Seeunfall der Brigg "Hertha"



  1. dass in der Nacht vom 28./29. August 1879 im Kattegat stattgehabte Kollision der „Hertha“ mit der schwedischen Brigg „Minna“, welche die demnächstige Strandung und den gänzlichen Verlust. des ersteren Schiffes zur Folge hatte, dadurch verursacht ist, dass man von der „Minna“ aus die „Hertha“ zu spät bemerkt hat,

  2. dass weder den Kapitän noch die Mannschaft der „Hertha“ ein Verschulden an diesem Seeunfall trifft.


  1. Die Rostocker Brigg „Hertha“ – MBPN – ist in den Jahren 1848 und 1849 von dem Schiffsbaumeister Zeltz in Rostock für Rechnung des Schiffers D. H. Dade zu Daendorf aus Eichenholz erbaut und im Jahre 1874 in Wismar zu 662,2 cbm oder 233,75 Register-Tons Netto-Raumgehalt vermessen, Kapitän, Dade hat dieselbe von Anfang an bis zuletzt geführt.

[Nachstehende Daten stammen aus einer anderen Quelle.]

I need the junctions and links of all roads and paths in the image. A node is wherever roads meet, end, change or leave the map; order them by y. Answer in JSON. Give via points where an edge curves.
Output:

  2. Am 23. August 1879 ging die Brigg von, Alloa mit 359 Tonnen Steinkohlen nach Rostock in See. Die Besatzung bestand aus Kapitän Dade, dem Steuermann Johann Range, dem Zimmermann A. Kratius, dem Koch Conrad, den Matrosen J. Moritz, G. Schroeder und J. Paap, dem Jungmaat K. Franck und dem Jungen Strübing. Der Verlauf der Reise ist von der Mannschaft bei ihrer Vernehmung vor dem Seeamt in Uebereinstimmung mit ihren Angaben zum Verklarungsprotokoll folgendermaassen dargestellt.

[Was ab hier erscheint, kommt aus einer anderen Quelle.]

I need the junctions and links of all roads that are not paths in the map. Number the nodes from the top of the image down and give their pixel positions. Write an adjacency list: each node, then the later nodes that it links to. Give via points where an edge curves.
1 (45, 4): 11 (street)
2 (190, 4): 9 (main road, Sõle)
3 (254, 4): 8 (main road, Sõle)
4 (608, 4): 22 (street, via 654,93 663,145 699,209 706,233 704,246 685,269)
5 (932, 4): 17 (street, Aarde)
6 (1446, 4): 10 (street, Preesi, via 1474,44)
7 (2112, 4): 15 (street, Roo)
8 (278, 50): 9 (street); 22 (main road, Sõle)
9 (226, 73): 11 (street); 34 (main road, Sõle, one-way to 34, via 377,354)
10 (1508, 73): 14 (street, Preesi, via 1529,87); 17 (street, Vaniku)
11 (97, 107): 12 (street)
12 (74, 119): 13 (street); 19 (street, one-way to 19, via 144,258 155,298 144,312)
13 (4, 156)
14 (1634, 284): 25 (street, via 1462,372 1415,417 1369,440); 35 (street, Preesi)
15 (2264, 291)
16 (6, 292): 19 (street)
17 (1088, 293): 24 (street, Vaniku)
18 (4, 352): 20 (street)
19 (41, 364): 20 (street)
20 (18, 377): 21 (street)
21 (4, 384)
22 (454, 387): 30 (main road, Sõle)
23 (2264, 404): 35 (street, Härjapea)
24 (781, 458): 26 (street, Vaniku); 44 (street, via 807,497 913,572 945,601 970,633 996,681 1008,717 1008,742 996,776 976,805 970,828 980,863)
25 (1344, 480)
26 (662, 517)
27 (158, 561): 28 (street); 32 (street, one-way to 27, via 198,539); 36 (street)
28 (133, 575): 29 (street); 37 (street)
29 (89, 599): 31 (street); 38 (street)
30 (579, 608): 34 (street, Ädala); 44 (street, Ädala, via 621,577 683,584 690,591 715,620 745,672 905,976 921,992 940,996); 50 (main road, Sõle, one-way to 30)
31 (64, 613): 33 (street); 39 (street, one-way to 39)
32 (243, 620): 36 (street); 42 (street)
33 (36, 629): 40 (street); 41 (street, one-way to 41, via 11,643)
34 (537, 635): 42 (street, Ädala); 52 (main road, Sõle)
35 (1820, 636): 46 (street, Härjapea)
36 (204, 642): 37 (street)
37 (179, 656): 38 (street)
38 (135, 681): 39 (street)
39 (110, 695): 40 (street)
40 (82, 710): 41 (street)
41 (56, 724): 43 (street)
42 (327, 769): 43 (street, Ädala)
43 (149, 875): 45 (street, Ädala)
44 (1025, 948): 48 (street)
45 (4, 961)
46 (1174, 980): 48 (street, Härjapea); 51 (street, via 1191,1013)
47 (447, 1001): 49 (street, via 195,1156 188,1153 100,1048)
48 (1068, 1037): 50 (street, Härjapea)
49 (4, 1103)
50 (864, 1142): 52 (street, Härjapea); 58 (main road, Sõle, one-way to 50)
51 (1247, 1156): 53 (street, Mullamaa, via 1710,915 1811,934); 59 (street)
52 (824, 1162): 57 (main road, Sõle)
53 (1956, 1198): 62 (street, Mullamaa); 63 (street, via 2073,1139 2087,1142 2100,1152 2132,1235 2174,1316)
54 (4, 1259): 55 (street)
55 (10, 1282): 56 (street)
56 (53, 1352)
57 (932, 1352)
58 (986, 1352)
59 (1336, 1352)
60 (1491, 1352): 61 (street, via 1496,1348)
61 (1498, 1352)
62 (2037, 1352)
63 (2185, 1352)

    Bei gutem Wetter und westlichem Winde passirte das Schiff am 28. August, Morgens, Skagen und Abends 11 Uhr wurde Anholt­Feuerschiff bei etwa vier Meilen Abstand in West gepeilt. Um Mitternacht bezog der Steuermann mit dem Zimmermann, dem Matrosen Schroeder und dem Jungmann Franck die Wache. Der Wind wehte damals sturmartig aus WSW, die See ging hoch. Die Luft war jedoch rein und feuersichtig, der Himmel sternklar und nur in der Kimm (am Horizont) Gewölk sichtbar. Die Brigg lag mit S½W-Kurs am Winde, hatte ziemlich viele Segel bei und lief fünf Seemeilen in der Stunde. Kratius und Franck standen vorn in Lee zum Ausguck, der Matrose Schroeder am Ruder. Beide Seitenlaternen brannten hell. Gleich nach 2 Uhr wurde der Wind noch heftiger, so dass der Steuermann beide Marssegel fallen liess und gleich darauf Fockschote und Fockhals brachen.

    Nun kam auch Kapitän Dade an Deck. Derselbe hatte befohlen, noch mehr Segel wegzunehmen und die Leute in der Koje zu wecken, als plötzlich vier Strich an Backbord voraus ein grünes Licht an auftauchte, welches sich schnell der Brigg näherte. Steuermann Range schätzte die Entfernung beider Schiffe in dem Moment, wo dasselbe zuerst gesehen wurde, auf 1 Seemeile.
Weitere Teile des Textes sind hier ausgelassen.